Problem to solve :: Repeat the listing word for word. Leave every picture out.

** Data follows **

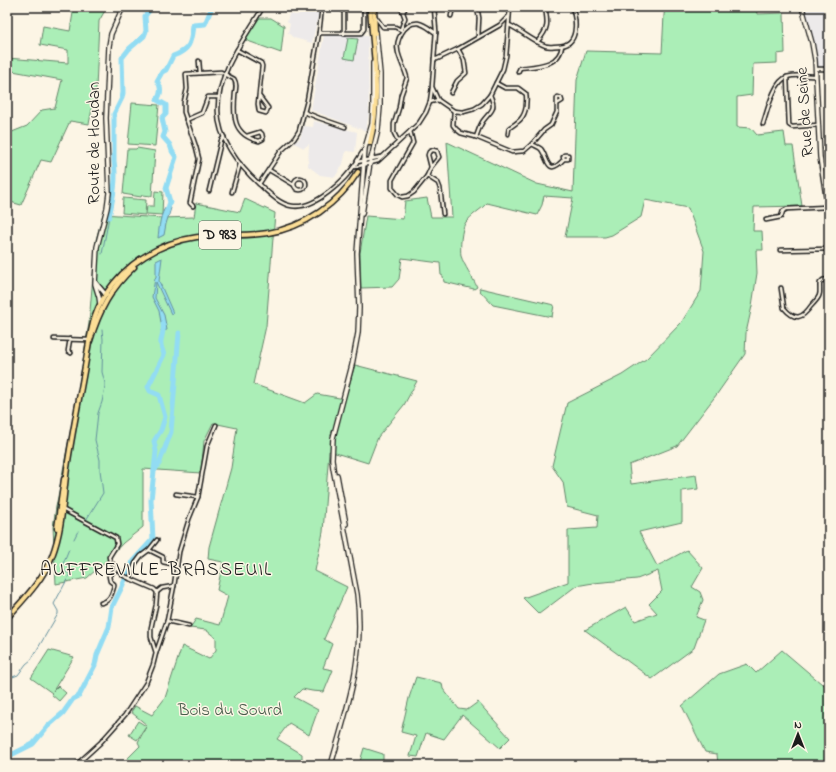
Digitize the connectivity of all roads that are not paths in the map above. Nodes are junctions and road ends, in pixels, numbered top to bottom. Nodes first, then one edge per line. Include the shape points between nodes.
1 (123, 7) edge
2 (201, 7) edge
3 (206, 7) edge
4 (263, 7) edge
5 (322, 7) edge
6 (344, 7) edge
7 (364, 7) edge
8 (370, 7) edge
9 (374, 7) edge
10 (401, 7) edge
11 (406, 7) edge
12 (434, 7) edge
13 (453, 7) edge
14 (477, 7) edge
15 (510, 7) edge
16 (545, 7) edge
17 (572, 7) edge
18 (802, 7) edge
19 (403, 12) junction
20 (374, 15) junction
21 (450, 16) dead end
22 (509, 16) junction
23 (500, 25) junction
24 (508, 26) junction
25 (434, 29) junction
26 (402, 30) junction
27 (319, 33) junction
28 (344, 34) junction
29 (478, 37) junction
30 (537, 42) junction
31 (562, 46) junction
32 (375, 48) junction
33 (458, 49) junction
34 (237, 50) junction
35 (434, 59) junction
36 (199, 61) dead end
37 (815, 69) junction
38 (829, 69) edge
39 (518, 72) dead end
40 (200, 74) junction
41 (225, 75) junction
42 (816, 76) junction
43 (787, 77) junction
44 (496, 83) junction
45 (432, 87) junction
46 (451, 93) dead end
47 (490, 95) junction
48 (218, 96) junction
49 (259, 96) junction
50 (438, 100) junction
51 (430, 102) junction
52 (557, 104) dead end
53 (454, 111) junction
54 (304, 112) junction
55 (186, 120) junction
56 (763, 124) dead end
57 (818, 125) junction
58 (345, 126) dead end
59 (410, 131) junction
60 (508, 134) dead end
61 (247, 136) junction
62 (224, 137) junction
63 (476, 137) junction
64 (398, 141) junction
65 (370, 143) tunnel mouth
66 (532, 144) junction
67 (365, 148) junction
68 (564, 159) dead end
69 (371, 161) junction
70 (357, 162) junction
71 (364, 162) junction
72 (240, 164) junction
73 (431, 167) junction
74 (353, 168) junction
75 (269, 170) junction
76 (364, 170) junction
77 (358, 172) tunnel mouth
78 (427, 176) junction
79 (259, 184) junction
80 (294, 185) junction
81 (209, 191) dead end
82 (232, 192) dead end
83 (193, 206) dead end
84 (828, 207) junction
85 (443, 214) dead end
86 (829, 216) edge
87 (766, 220) dead end
88 (359, 224) junction
89 (829, 249) edge
90 (780, 250) dead end
91 (143, 258) junction
92 (829, 279) edge
93 (95, 280) junction
94 (110, 287) junction
95 (781, 288) dead end
96 (101, 289) junction
97 (98, 293) junction
98 (106, 296) junction
99 (100, 304) junction
100 (93, 327) junction
101 (54, 338) dead end
102 (70, 339) junction
103 (90, 340) junction
104 (71, 353) dead end
105 (216, 425) dead end
106 (176, 494) dead end
107 (198, 497) junction
108 (61, 509) junction
109 (157, 540) dead end
110 (148, 550) junction
111 (177, 565) junction
112 (117, 568) junction
113 (129, 579) junction
114 (174, 586) junction
115 (157, 592) junction
116 (101, 603) dead end
117 (7, 618) edge
118 (167, 621) junction
119 (189, 626) dead end
120 (156, 653) junction
121 (76, 765) edge
122 (331, 765) edge

1 - 93 main road, Route de Houdan via 109,46 106,118 109,193 97,247
2 - 3 street
4 - 34 street
5 - 27 street
6 - 28 street
7 - 28 street via 364,29 361,33
8 - 32 main road
9 - 20 main road
10 - 19 street
11 - 19 street
12 - 25 street
13 - 21 street
14 - 29 street
15 - 22 street
16 - 30 street via 547,28
17 - 31 street via 574,36
18 - 37 main road, Rue de Seine
19 - 26 street via 405,21
20 - 26 street via 383,27
20 - 32 main road
20 - 69 main road via 380,74 380,107
22 - 23 street
22 - 24 street
23 - 24 street
23 - 29 street
24 - 30 street
24 - 44 street via 506,56
25 - 26 street via 416,23
25 - 35 street
26 - 64 street via 397,51 407,78 394,124 394,133
27 - 28 street
27 - 54 street
29 - 33 street
30 - 31 street via 548,47
31 - 39 street via 557,59 520,68
32 - 65 main road via 376,108
32 - 67 main road via 372,124
33 - 35 street
33 - 46 street via 464,60 466,73 457,81
34 - 41 street
34 - 49 street via 262,66
35 - 45 street
36 - 40 street
37 - 38 street
37 - 42 main road, Rue de Seine
40 - 41 street via 221,72
40 - 55 street via 186,74
41 - 48 street
41 - 61 street via 236,82 234,119
42 - 43 street
42 - 57 main road, Rue de Seine
43 - 56 street via 781,80 775,90
43 - 57 street via 789,125
44 - 47 street
44 - 60 street via 505,88 518,88 527,98 525,114 509,128
45 - 50 street
45 - 51 street
47 - 53 street via 474,110
47 - 63 street via 493,110 482,122
48 - 55 street via 208,98 202,113
48 - 62 street via 218,116
49 - 49 street via 259,111 266,113 268,108
50 - 51 street
50 - 53 street
51 - 59 street via 426,112
52 - 66 street via 557,112 551,125
53 - 63 street via 453,125 456,129
54 - 58 street
54 - 75 street via 296,136 281,151
55 - 83 street via 199,159 190,203
57 - 84 main road, Rue de Seine
59 - 64 street
59 - 78 street via 413,143 392,180 392,188 398,195 408,196
61 - 61 street via 260,141 263,139 260,132
62 - 72 street
62 - 81 street
63 - 66 street via 512,152 524,151
64 - 69 street via 378,161
66 - 68 street via 540,148 550,165 559,165
67 - 70 street
67 - 71 main road
69 - 71 street
69 - 88 main road
70 - 71 street
70 - 74 street
71 - 74 street
71 - 76 main road
72 - 79 street
72 - 82 street
73 - 73 street via 438,158 437,151 433,150 428,155
73 - 78 street
74 - 76 street via 361,167
74 - 79 street via 341,182 305,205 292,206 282,202
75 - 79 street
75 - 80 street
76 - 88 main road
77 - 91 main road, D 983 via 329,205 294,226 263,234 186,239 165,246
78 - 85 street via 438,183
80 - 80 street via 301,190 306,187 306,183 298,178
84 - 86 main road, Rue de Seine
84 - 87 street via 786,209 781,217
88 - 122 main road via 356,268 358,333 332,451 344,512 360,630 352,689
89 - 90 street
91 - 94 main road, D 983 via 127,269
91 - 98 main road, D 983
92 - 95 street via 820,283 819,296 805,315 796,317 784,308
93 - 96 main road
93 - 97 main road, Route de Houdan
94 - 96 main road
94 - 98 main road, D 983
96 - 98 main road
97 - 98 main road
97 - 99 main road, Route de Houdan
98 - 99 main road, D 983
98 - 100 main road, D 983
99 - 100 main road, D 983
100 - 103 main road, D 983
101 - 102 street
102 - 103 street
102 - 104 street via 68,351
103 - 108 main road, D 983 via 61,490
105 - 107 street via 207,446
106 - 107 street
107 - 111 street via 189,519
108 - 112 street via 116,538 117,544 109,559
108 - 117 main road, D 983 via 58,536 43,575
109 - 110 street
110 - 111 street via 163,557 163,562
110 - 113 street via 135,564
111 - 114 street
112 - 113 street
112 - 116 street via 109,576 114,584 110,598
113 - 115 street
114 - 115 street via 162,588
114 - 118 street
115 - 120 street via 151,628
118 - 119 street
118 - 120 street
120 - 121 street via 146,683 125,714 100,743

** End of Data **

Solution for this task ::
Digitize the connectivity of all roads that are not paths in the map above. Nodes are junctions and road ends, in pixels, numbered top to bottom. Nodes first, then one edge per line. Include the shape points between nodes.
1 (123, 7) edge
2 (201, 7) edge
3 (206, 7) edge
4 (263, 7) edge
5 (322, 7) edge
6 (344, 7) edge
7 (364, 7) edge
8 (370, 7) edge
9 (374, 7) edge
10 (401, 7) edge
11 (406, 7) edge
12 (434, 7) edge
13 (453, 7) edge
14 (477, 7) edge
15 (510, 7) edge
16 (545, 7) edge
17 (572, 7) edge
18 (802, 7) edge
19 (403, 12) junction
20 (374, 15) junction
21 (450, 16) dead end
22 (509, 16) junction
23 (500, 25) junction
24 (508, 26) junction
25 (434, 29) junction
26 (402, 30) junction
27 (319, 33) junction
28 (344, 34) junction
29 (478, 37) junction
30 (537, 42) junction
31 (562, 46) junction
32 (375, 48) junction
33 (458, 49) junction
34 (237, 50) junction
35 (434, 59) junction
36 (199, 61) dead end
37 (815, 69) junction
38 (829, 69) edge
39 (518, 72) dead end
40 (200, 74) junction
41 (225, 75) junction
42 (816, 76) junction
43 (787, 77) junction
44 (496, 83) junction
45 (432, 87) junction
46 (451, 93) dead end
47 (490, 95) junction
48 (218, 96) junction
49 (259, 96) junction
50 (438, 100) junction
51 (430, 102) junction
52 (557, 104) dead end
53 (454, 111) junction
54 (304, 112) junction
55 (186, 120) junction
56 (763, 124) dead end
57 (818, 125) junction
58 (345, 126) dead end
59 (410, 131) junction
60 (508, 134) dead end
61 (247, 136) junction
62 (224, 137) junction
63 (476, 137) junction
64 (398, 141) junction
65 (370, 143) tunnel mouth
66 (532, 144) junction
67 (365, 148) junction
68 (564, 159) dead end
69 (371, 161) junction
70 (357, 162) junction
71 (364, 162) junction
72 (240, 164) junction
73 (431, 167) junction
74 (353, 168) junction
75 (269, 170) junction
76 (364, 170) junction
77 (358, 172) tunnel mouth
78 (427, 176) junction
79 (259, 184) junction
80 (294, 185) junction
81 (209, 191) dead end
82 (232, 192) dead end
83 (193, 206) dead end
84 (828, 207) junction
85 (443, 214) dead end
86 (829, 216) edge
87 (766, 220) dead end
88 (359, 224) junction
89 (829, 249) edge
90 (780, 250) dead end
91 (143, 258) junction
92 (829, 279) edge
93 (95, 280) junction
94 (110, 287) junction
95 (781, 288) dead end
96 (101, 289) junction
97 (98, 293) junction
98 (106, 296) junction
99 (100, 304) junction
100 (93, 327) junction
101 (54, 338) dead end
102 (70, 339) junction
103 (90, 340) junction
104 (71, 353) dead end
105 (216, 425) dead end
106 (176, 494) dead end
107 (198, 497) junction
108 (61, 509) junction
109 (157, 540) dead end
110 (148, 550) junction
111 (177, 565) junction
112 (117, 568) junction
113 (129, 579) junction
114 (174, 586) junction
115 (157, 592) junction
116 (101, 603) dead end
117 (7, 618) edge
118 (167, 621) junction
119 (189, 626) dead end
120 (156, 653) junction
121 (76, 765) edge
122 (331, 765) edge

1 - 93 main road, Route de Houdan via 109,46 106,118 109,193 97,247
2 - 3 street
4 - 34 street
5 - 27 street
6 - 28 street
7 - 28 street via 364,29 361,33
8 - 32 main road
9 - 20 main road
10 - 19 street
11 - 19 street
12 - 25 street
13 - 21 street
14 - 29 street
15 - 22 street
16 - 30 street via 547,28
17 - 31 street via 574,36
18 - 37 main road, Rue de Seine
19 - 26 street via 405,21
20 - 26 street via 383,27
20 - 32 main road
20 - 69 main road via 380,74 380,107
22 - 23 street
22 - 24 street
23 - 24 street
23 - 29 street
24 - 30 street
24 - 44 street via 506,56
25 - 26 street via 416,23
25 - 35 street
26 - 64 street via 397,51 407,78 394,124 394,133
27 - 28 street
27 - 54 street
29 - 33 street
30 - 31 street via 548,47
31 - 39 street via 557,59 520,68
32 - 65 main road via 376,108
32 - 67 main road via 372,124
33 - 35 street
33 - 46 street via 464,60 466,73 457,81
34 - 41 street
34 - 49 street via 262,66
35 - 45 street
36 - 40 street
37 - 38 street
37 - 42 main road, Rue de Seine
40 - 41 street via 221,72
40 - 55 street via 186,74
41 - 48 street
41 - 61 street via 236,82 234,119
42 - 43 street
42 - 57 main road, Rue de Seine
43 - 56 street via 781,80 775,90
43 - 57 street via 789,125
44 - 47 street
44 - 60 street via 505,88 518,88 527,98 525,114 509,128
45 - 50 street
45 - 51 street
47 - 53 street via 474,110
47 - 63 street via 493,110 482,122
48 - 55 street via 208,98 202,113
48 - 62 street via 218,116
49 - 49 street via 259,111 266,113 268,108
50 - 51 street
50 - 53 street
51 - 59 street via 426,112
52 - 66 street via 557,112 551,125
53 - 63 street via 453,125 456,129
54 - 58 street
54 - 75 street via 296,136 281,151
55 - 83 street via 199,159 190,203
57 - 84 main road, Rue de Seine
59 - 64 street
59 - 78 street via 413,143 392,180 392,188 398,195 408,196
61 - 61 street via 260,141 263,139 260,132
62 - 72 street
62 - 81 street
63 - 66 street via 512,152 524,151
64 - 69 street via 378,161
66 - 68 street via 540,148 550,165 559,165
67 - 70 street
67 - 71 main road
69 - 71 street
69 - 88 main road
70 - 71 street
70 - 74 street
71 - 74 street
71 - 76 main road
72 - 79 street
72 - 82 street
73 - 73 street via 438,158 437,151 433,150 428,155
73 - 78 street
74 - 76 street via 361,167
74 - 79 street via 341,182 305,205 292,206 282,202
75 - 79 street
75 - 80 street
76 - 88 main road
77 - 91 main road, D 983 via 329,205 294,226 263,234 186,239 165,246
78 - 85 street via 438,183
80 - 80 street via 301,190 306,187 306,183 298,178
84 - 86 main road, Rue de Seine
84 - 87 street via 786,209 781,217
88 - 122 main road via 356,268 358,333 332,451 344,512 360,630 352,689
89 - 90 street
91 - 94 main road, D 983 via 127,269
91 - 98 main road, D 983
92 - 95 street via 820,283 819,296 805,315 796,317 784,308
93 - 96 main road
93 - 97 main road, Route de Houdan
94 - 96 main road
94 - 98 main road, D 983
96 - 98 main road
97 - 98 main road
97 - 99 main road, Route de Houdan
98 - 99 main road, D 983
98 - 100 main road, D 983
99 - 100 main road, D 983
100 - 103 main road, D 983
101 - 102 street
102 - 103 street
102 - 104 street via 68,351
103 - 108 main road, D 983 via 61,490
105 - 107 street via 207,446
106 - 107 street
107 - 111 street via 189,519
108 - 112 street via 116,538 117,544 109,559
108 - 117 main road, D 983 via 58,536 43,575
109 - 110 street
110 - 111 street via 163,557 163,562
110 - 113 street via 135,564
111 - 114 street
112 - 113 street
112 - 116 street via 109,576 114,584 110,598
113 - 115 street
114 - 115 street via 162,588
114 - 118 street
115 - 120 street via 151,628
118 - 119 street
118 - 120 street
120 - 121 street via 146,683 125,714 100,743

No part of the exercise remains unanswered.